Finally, there are certainly other ways to promote public health and gender equality less
burdensome on religious liberty, and the government has not carried its burden of demonstrating
that it cannot achieve its policy goals in ways less damaging to religious-exercise rights. PreKorte, the government maintained that the accommodation provides the least restrictive means
because the self certification requires the plaintiffs to act just as they would without the
mandate—by informing their TPAs or insurers that coverage should not include certain
contraceptive services. But the argument falls short. First, the government has made exemptions
from the coverage requirements for other employers, like the Diocese, without requiring the
same form of self certification (and resulting consequences), despite the fact that plaintiffs share
32
the same legitimate claim to the free exercise of religion as those exempted as religious
employers. And second, the self certification process created in the accommodation (and being
avoided by the Diocese and Catholic Charities at great expense) essentially transforms a
voluntary act that plaintiffs may have utilized to ensure that the objectionable services are not
provided, consistent with their religious beliefs, into a compelled act that they sincerely believe
provides and promotes conduct that is forbidden by their religious beliefs. See Roman Catholic
Archdiocese of New York, No. 1:12-cv-02542-BMC, 2013 WL 6579764, at *14. And so the
nature of the act itself has changed, not merely the consequences of that act.

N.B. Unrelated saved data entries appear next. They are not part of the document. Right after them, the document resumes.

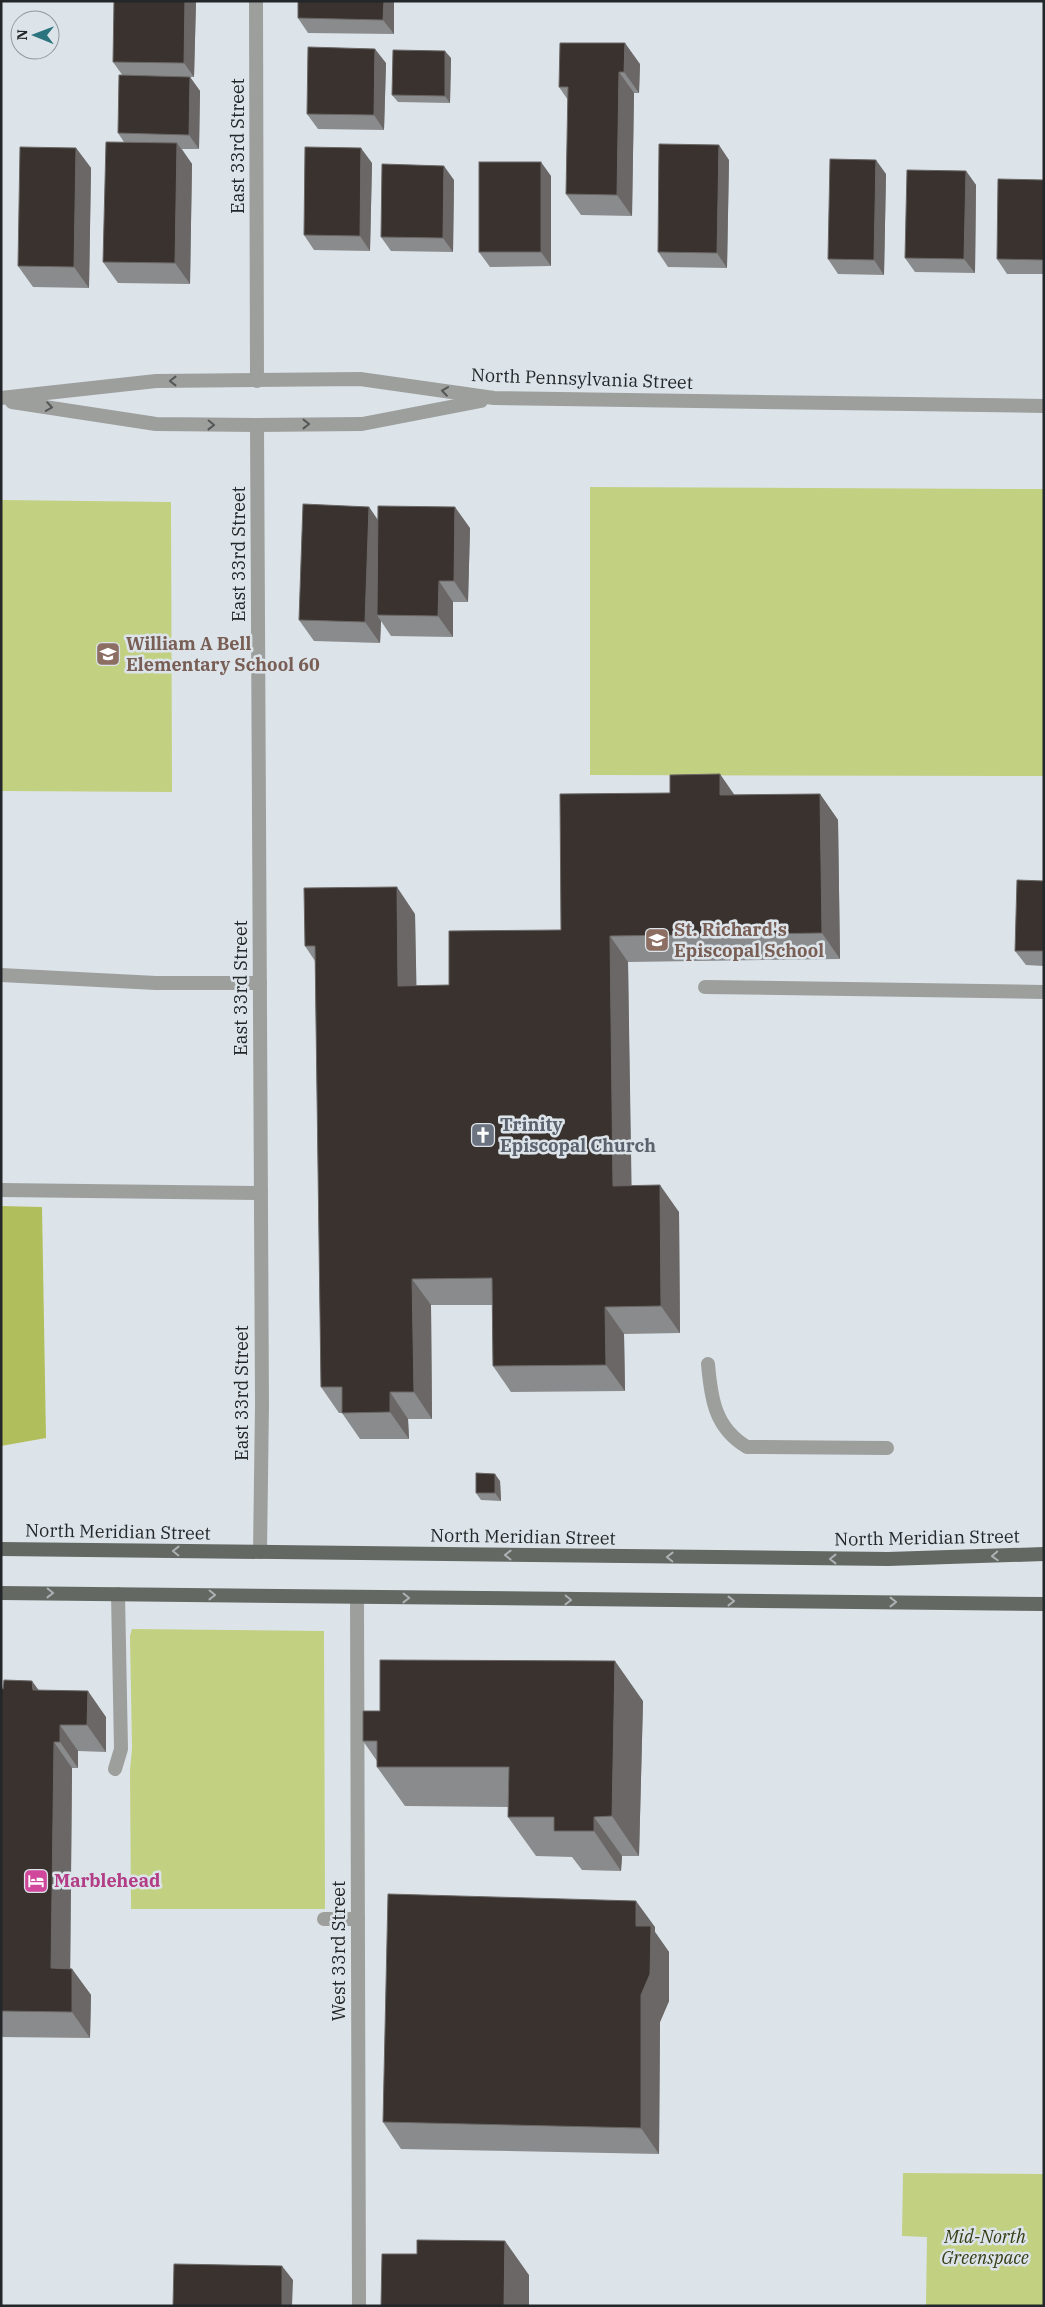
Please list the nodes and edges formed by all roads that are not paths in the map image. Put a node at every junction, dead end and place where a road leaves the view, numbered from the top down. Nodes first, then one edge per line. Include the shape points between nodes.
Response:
1 (256, 1) edge
2 (257, 380) junction
3 (494, 398) junction
4 (1, 399) edge
5 (1044, 406) edge
6 (257, 425) junction
7 (1, 975) edge
8 (260, 984) junction
9 (705, 987) dead end
10 (1044, 992) edge
11 (1, 1190) edge
12 (261, 1193) junction
13 (708, 1364) dead end
14 (887, 1448) dead end
15 (1, 1549) edge
16 (260, 1552) junction
17 (1044, 1554) edge
18 (1, 1593) edge
19 (118, 1594) junction
20 (357, 1597) junction
21 (1044, 1604) edge
22 (115, 1770) dead end
23 (324, 1919) dead end
24 (358, 1919) junction
25 (359, 2306) edge

1 - 2 street, East 33rd Street
3 -> 2 street, North Pennsylvania Street via 360,379
2 -> 4 street, North Pennsylvania Street via 156,381
3 - 5 street, North Pennsylvania Street
6 -> 3 street, North Pennsylvania Street via 362,424
4 -> 6 street, North Pennsylvania Street via 156,424
6 - 8 street, East 33rd Street
7 - 8 street via 156,983
8 - 12 street, East 33rd Street
9 - 10 street
11 - 12 street
12 - 16 street, East 33rd Street
13 - 14 street via 710,1390 721,1422 733,1438 747,1447
16 -> 15 main road, North Meridian Street
17 -> 16 main road, North Meridian Street via 888,1559
18 -> 19 main road
19 -> 20 main road
19 - 22 street via 121,1750
20 -> 21 main road
20 - 24 street, West 33rd Street
23 - 24 street
24 - 25 street, West 33rd Street

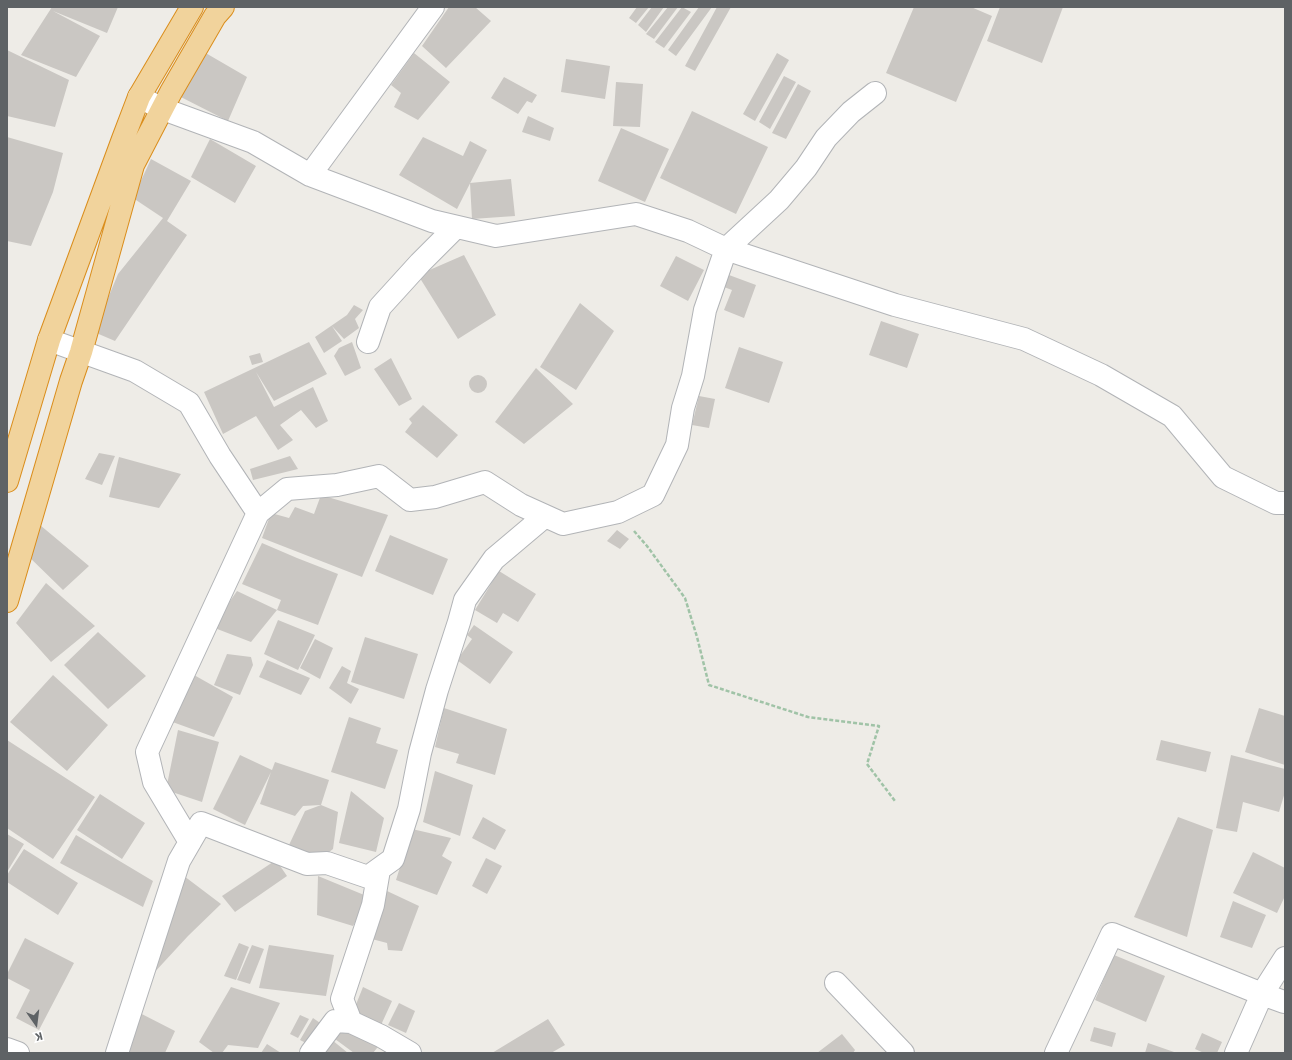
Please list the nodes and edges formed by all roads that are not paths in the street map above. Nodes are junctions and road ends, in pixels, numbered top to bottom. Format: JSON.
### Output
{"nodes":[{"id":1,"x":192,"y":7,"type":"edge"},
{"id":2,"x":223,"y":7,"type":"edge"},
{"id":3,"x":433,"y":7,"type":"edge"},
{"id":4,"x":875,"y":93,"type":"dead end"},
{"id":5,"x":139,"y":97,"type":"junction"},
{"id":6,"x":162,"y":109,"type":"junction"},
{"id":7,"x":310,"y":175,"type":"junction"},
{"id":8,"x":456,"y":226,"type":"junction"},
{"id":9,"x":726,"y":249,"type":"junction"},
{"id":10,"x":49,"y":340,"type":"junction"},
{"id":11,"x":368,"y":342,"type":"dead end"},
{"id":12,"x":81,"y":352,"type":"junction"},
{"id":13,"x":7,"y":481,"type":"edge"},
{"id":14,"x":1285,"y":503,"type":"edge"},
{"id":15,"x":258,"y":513,"type":"junction"},
{"id":16,"x":545,"y":516,"type":"junction"},
{"id":17,"x":7,"y":601,"type":"edge"},
{"id":18,"x":190,"y":842,"type":"junction"},
{"id":19,"x":379,"y":870,"type":"junction"},
{"id":20,"x":1285,"y":958,"type":"edge"},
{"id":21,"x":836,"y":982,"type":"dead end"},
{"id":22,"x":1262,"y":994,"type":"junction"},
{"id":23,"x":1284,"y":1002,"type":"edge"},
{"id":24,"x":351,"y":1022,"type":"junction"},
{"id":25,"x":7,"y":1049,"type":"edge"},
{"id":26,"x":18,"y":1053,"type":"edge"},
{"id":27,"x":117,"y":1053,"type":"edge"},
{"id":28,"x":311,"y":1053,"type":"edge"},
{"id":29,"x":410,"y":1053,"type":"edge"},
{"id":30,"x":903,"y":1053,"type":"edge"},
{"id":31,"x":1056,"y":1053,"type":"edge"},
{"id":32,"x":1236,"y":1053,"type":"edge"}],
"edges":[{"from":1,"to":5,"type":"highway"},
{"from":2,"to":6,"type":"highway"},
{"from":3,"to":7,"type":"street"},
{"from":4,"to":9,"type":"street"},
{"from":5,"to":6,"type":"street"},
{"from":5,"to":10,"type":"highway"},
{"from":6,"to":7,"type":"street"},
{"from":6,"to":12,"type":"highway"},
{"from":7,"to":8,"type":"street"},
{"from":8,"to":9,"type":"street"},
{"from":8,"to":11,"type":"street"},
{"from":9,"to":14,"type":"street"},
{"from":9,"to":16,"type":"street"},
{"from":10,"to":12,"type":"street"},
{"from":10,"to":13,"type":"highway"},
{"from":12,"to":15,"type":"street"},
{"from":12,"to":17,"type":"highway"},
{"from":15,"to":16,"type":"street"},
{"from":15,"to":18,"type":"street"},
{"from":16,"to":19,"type":"street"},
{"from":18,"to":19,"type":"street"},
{"from":18,"to":27,"type":"street"},
{"from":19,"to":24,"type":"street"},
{"from":20,"to":22,"type":"street"},
{"from":21,"to":30,"type":"street"},
{"from":22,"to":23,"type":"street"},
{"from":22,"to":31,"type":"street"},
{"from":22,"to":32,"type":"street"},
{"from":24,"to":28,"type":"street"},
{"from":24,"to":29,"type":"street"},
{"from":25,"to":26,"type":"street"}]}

And as identified in Korte and as offered by plaintiffs in the instant action, there are
many ways to increase access to free contraception without doing damage to the religious-liberty
rights of conscientious objectors. For instance, the government can provide a “public option” for
contraception insurance; it can give tax incentives or grants to contraception suppliers to provide
these medications and services at no cost to consumers; and it can give tax incentives to
consumers of contraception and sterilization services—all without requiring plaintiffs to self
certify their religious objections to the contraception mandate and thereby directly facilitate
access to objectionable contraceptive services to be arranged or paid for by third parties. Simply
because these options may make it more difficult for the government to administer the
regulations in a manner that would achieve the government’s stated interests, greater efficacy
does not equate to the least restrictive means. See Zubik, 2013 WL 6118696 at *23. And as the
government has conceded in the instant case, Korte has recently made clear that its regulations
fail the strict scrutiny analysis.
Bearing in mind that at this stage the court need not be certain about the outcome of the
33
case to grant a preliminary injunction, the Court concludes the plaintiffs have shown some
reasonable likelihood of success on the merits relative to their RFRA claim. See S.E.C. v. Lauer,
52 F.3d 667, 671 (7th Cir. 1995) (“The case is before us on an appeal from the grant of a
preliminary injunction, and as is too familiar to require citation such a grant is proper even if the
district judge is uncertain about the defendant's liability.”).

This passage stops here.